(Recorded data)

========================================

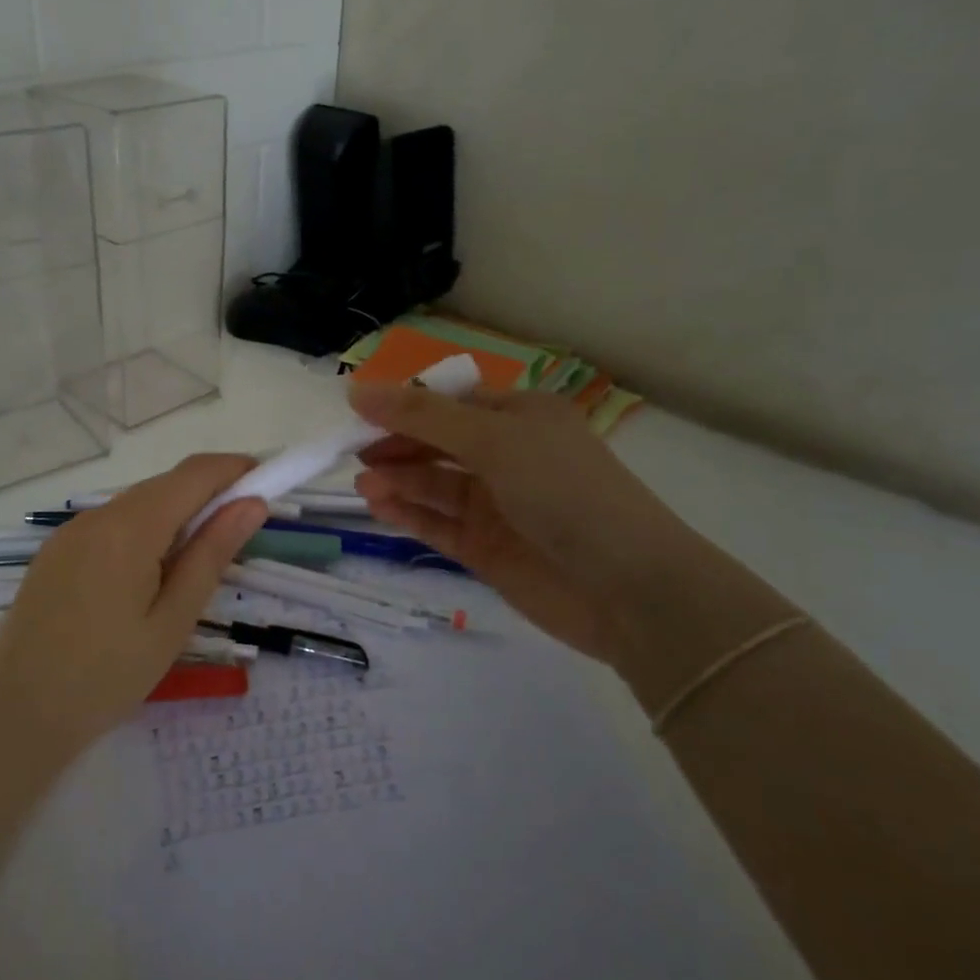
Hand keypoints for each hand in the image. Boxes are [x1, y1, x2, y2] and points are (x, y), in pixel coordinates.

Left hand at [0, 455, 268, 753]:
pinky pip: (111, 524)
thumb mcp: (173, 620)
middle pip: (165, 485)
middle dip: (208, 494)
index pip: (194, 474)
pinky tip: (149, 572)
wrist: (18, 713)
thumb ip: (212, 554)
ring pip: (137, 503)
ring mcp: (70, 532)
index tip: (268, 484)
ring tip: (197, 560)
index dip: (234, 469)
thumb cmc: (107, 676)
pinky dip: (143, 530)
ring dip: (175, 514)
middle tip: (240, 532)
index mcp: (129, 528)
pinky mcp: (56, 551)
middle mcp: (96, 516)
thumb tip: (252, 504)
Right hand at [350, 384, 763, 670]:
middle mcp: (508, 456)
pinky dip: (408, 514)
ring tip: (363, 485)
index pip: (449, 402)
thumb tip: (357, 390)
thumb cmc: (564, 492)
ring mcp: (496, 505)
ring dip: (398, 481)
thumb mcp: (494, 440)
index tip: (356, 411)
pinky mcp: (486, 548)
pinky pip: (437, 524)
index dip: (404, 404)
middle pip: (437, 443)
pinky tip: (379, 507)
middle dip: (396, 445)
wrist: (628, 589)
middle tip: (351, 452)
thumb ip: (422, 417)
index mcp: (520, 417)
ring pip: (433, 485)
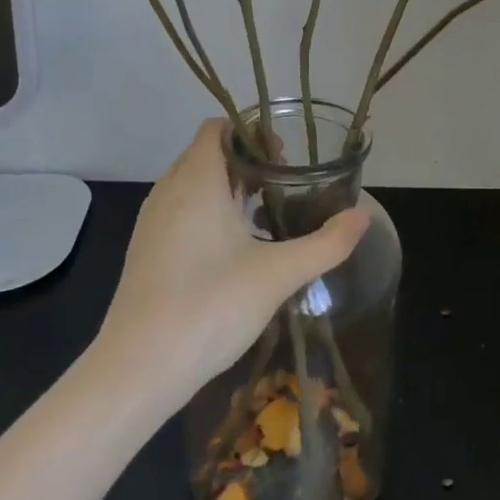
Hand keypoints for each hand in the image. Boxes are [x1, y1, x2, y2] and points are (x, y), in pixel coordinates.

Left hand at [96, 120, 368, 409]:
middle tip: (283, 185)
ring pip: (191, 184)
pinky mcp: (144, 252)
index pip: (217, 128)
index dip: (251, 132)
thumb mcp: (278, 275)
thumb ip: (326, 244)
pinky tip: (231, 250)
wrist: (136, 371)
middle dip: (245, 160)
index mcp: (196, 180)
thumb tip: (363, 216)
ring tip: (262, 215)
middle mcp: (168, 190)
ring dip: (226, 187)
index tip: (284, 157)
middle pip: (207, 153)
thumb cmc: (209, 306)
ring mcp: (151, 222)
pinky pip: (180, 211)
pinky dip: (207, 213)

========================================

## Exercise details
When you give the entries again, keep them exact and omit any picture they contain.

## Completed exercise
Hand keypoints for each hand in the image. Boxes are [x1, y1, x2, y2] and points are (x, y), in pixel coordinates.

Left hand at [0, 455, 268, 753]:
pinky pip: (111, 524)
thumb mcp: (173, 620)
middle pip: (165, 485)
middle dip: (208, 494)
index pip: (194, 474)
pinky tip: (149, 572)
wrist: (18, 713)
thumb ip: (212, 554)
ring pip: (137, 503)
ring mcp: (70, 532)
index tip: (268, 484)
ring tip: (197, 560)
index dip: (234, 469)
thumb cmc: (107, 676)
pinky dip: (143, 530)
ring dip: (175, 514)
middle tip: (240, 532)
index mcp: (129, 528)
pinky mcp: (56, 551)
middle mcp: (96, 516)
thumb tip: (252, 504)
Right hand at [350, 384, 763, 670]:
middle mcp: (508, 456)
pinky dip: (408, 514)
ring tip: (363, 485)
index pip: (449, 402)
thumb tip: (357, 390)
thumb cmc: (564, 492)
ring mcp: (496, 505)
ring dip: (398, 481)
thumb mcp: (494, 440)
index tip: (356, 411)
pinky mcp: (486, 548)
pinky pip: (437, 524)
index dip: (404, 404)
middle pip: (437, 443)
pinky tip: (379, 507)
middle dip: (396, 445)
wrist: (628, 589)
middle tip: (351, 452)
thumb ip: (422, 417)
index mcp: (520, 417)
ring pip: (433, 485)
Hand keypoints for each hand in the image. Boxes are [x1, y1, x2, y2] and points are (x, y), in pixel coordinates.

Left hand at [96, 120, 368, 409]:
middle tip: (283, 185)
ring pip: (191, 184)
pinky mcp: (144, 252)
index pip: (217, 128)
index dip: (251, 132)
thumb mcp: (278, 275)
thumb ip: (326, 244)
pinky tip: (231, 250)
wrist: (136, 371)
middle dip: (245, 160)
index mcp: (196, 180)
thumb tip: (363, 216)
ring tip: (262, 215)
middle mcp: (168, 190)
ring dip: (226, 187)
index tip: (284, 157)
middle pip: (207, 153)
thumb cmc: (209, 306)
ring mcp: (151, 222)
pinky pip: (180, 211)
pinky dip: (207, 213)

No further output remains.